People pleasers also contaminate communication. People pleasers get so lost in smiling and acting as if everything is OK. Their story will always be “I just want to make you happy.” Well, that’s just not honest.

Everybody has self-interest. People pleasers ignore what matters to them and then silently collect resentments over the years. They get to tell themselves “I’m the good one.” More honesty, an accurate picture that would improve communication would be “I’m good at care taking and I’m not honest enough about my own needs.”

My challenge for you today if you want to improve communication:

1. Examine the story you tell yourself and recognize the lopsidedness and unfairness that
screws up communication.

2. Try really hard to use your imagination about the other person’s point of view which may
distribute part of the problem back on you.

3. When you are self-righteous and indignant, stop and consider what might be your 15%,
20%, 25% or even 30% part of the problem.

4. Stop using win/lose, black/white 1/10 thinking and feeling when you communicate.

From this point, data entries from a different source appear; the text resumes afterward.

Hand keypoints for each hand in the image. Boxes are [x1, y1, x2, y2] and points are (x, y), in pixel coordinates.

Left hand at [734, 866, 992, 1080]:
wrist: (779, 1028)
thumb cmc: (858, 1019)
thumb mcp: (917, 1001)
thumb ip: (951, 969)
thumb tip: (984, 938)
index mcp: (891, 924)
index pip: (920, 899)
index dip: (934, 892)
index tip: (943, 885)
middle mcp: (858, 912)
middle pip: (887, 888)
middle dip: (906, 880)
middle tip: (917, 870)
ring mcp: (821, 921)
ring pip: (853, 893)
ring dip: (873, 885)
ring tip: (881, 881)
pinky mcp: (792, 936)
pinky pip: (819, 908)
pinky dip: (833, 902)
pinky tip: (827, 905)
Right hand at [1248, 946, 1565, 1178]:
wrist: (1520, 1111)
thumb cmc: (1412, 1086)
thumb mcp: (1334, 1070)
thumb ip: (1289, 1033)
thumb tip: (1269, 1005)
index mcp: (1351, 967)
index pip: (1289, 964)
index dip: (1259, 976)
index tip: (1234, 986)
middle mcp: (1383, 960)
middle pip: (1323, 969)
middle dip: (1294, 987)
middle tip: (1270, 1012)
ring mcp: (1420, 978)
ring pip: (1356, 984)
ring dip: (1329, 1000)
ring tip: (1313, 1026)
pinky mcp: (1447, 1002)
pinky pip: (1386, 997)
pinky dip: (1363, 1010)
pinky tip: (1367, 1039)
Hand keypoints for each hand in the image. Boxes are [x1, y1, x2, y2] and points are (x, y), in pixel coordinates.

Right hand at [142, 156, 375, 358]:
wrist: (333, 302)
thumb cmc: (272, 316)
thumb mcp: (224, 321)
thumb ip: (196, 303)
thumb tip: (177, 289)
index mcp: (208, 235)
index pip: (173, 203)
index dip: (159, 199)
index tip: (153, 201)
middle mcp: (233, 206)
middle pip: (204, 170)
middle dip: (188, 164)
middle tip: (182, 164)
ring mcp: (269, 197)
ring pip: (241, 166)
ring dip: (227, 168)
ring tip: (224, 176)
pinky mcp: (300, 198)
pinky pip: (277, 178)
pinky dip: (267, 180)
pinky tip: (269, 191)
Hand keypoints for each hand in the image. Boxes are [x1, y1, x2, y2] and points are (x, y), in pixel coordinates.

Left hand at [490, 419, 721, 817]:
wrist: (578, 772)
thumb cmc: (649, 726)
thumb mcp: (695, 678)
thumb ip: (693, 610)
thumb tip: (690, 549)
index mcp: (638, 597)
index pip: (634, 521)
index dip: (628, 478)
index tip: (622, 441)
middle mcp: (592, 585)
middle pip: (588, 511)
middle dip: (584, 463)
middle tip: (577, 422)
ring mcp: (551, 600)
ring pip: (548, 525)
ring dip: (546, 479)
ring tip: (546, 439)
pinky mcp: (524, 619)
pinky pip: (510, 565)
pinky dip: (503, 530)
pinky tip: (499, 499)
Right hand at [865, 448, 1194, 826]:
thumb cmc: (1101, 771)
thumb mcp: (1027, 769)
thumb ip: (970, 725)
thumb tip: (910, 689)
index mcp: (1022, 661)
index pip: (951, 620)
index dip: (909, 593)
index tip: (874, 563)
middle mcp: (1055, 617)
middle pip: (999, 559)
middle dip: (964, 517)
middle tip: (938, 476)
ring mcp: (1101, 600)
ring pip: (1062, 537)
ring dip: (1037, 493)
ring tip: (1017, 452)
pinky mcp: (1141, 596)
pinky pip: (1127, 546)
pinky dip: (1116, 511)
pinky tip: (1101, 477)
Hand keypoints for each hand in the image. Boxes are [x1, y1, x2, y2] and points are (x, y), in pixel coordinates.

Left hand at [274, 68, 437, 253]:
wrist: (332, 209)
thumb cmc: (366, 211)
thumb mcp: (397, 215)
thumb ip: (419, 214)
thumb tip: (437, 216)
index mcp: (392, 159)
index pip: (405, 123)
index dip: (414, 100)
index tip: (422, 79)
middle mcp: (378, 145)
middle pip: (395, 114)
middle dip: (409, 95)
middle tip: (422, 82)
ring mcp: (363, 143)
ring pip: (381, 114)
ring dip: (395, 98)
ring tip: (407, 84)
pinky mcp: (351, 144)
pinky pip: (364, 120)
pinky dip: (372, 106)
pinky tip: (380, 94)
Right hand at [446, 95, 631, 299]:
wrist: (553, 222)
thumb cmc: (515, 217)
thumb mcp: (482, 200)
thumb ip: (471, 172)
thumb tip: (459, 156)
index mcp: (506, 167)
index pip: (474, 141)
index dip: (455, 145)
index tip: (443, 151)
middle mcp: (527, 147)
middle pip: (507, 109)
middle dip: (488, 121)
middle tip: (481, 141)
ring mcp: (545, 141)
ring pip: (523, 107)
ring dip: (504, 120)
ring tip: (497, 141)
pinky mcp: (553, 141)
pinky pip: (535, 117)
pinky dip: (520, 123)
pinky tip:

Both
of you win, both of you lose, consider the gray in-between the black and white. The 4 5 6 7, the 1 & 10. When you communicate it’s complicated not simple because there are two of you.

5. Ask each other what’s the story you are telling yourself. Listen to it with curiosity not defensiveness.

6. You and your partner both listen to Brene Brown on YouTube 2 talks one 104/15 on Oprah and one 11/25/15. I wrote the script for this episode before I listened to Brene Brown on YouTube so no cross-contamination in what I offered today.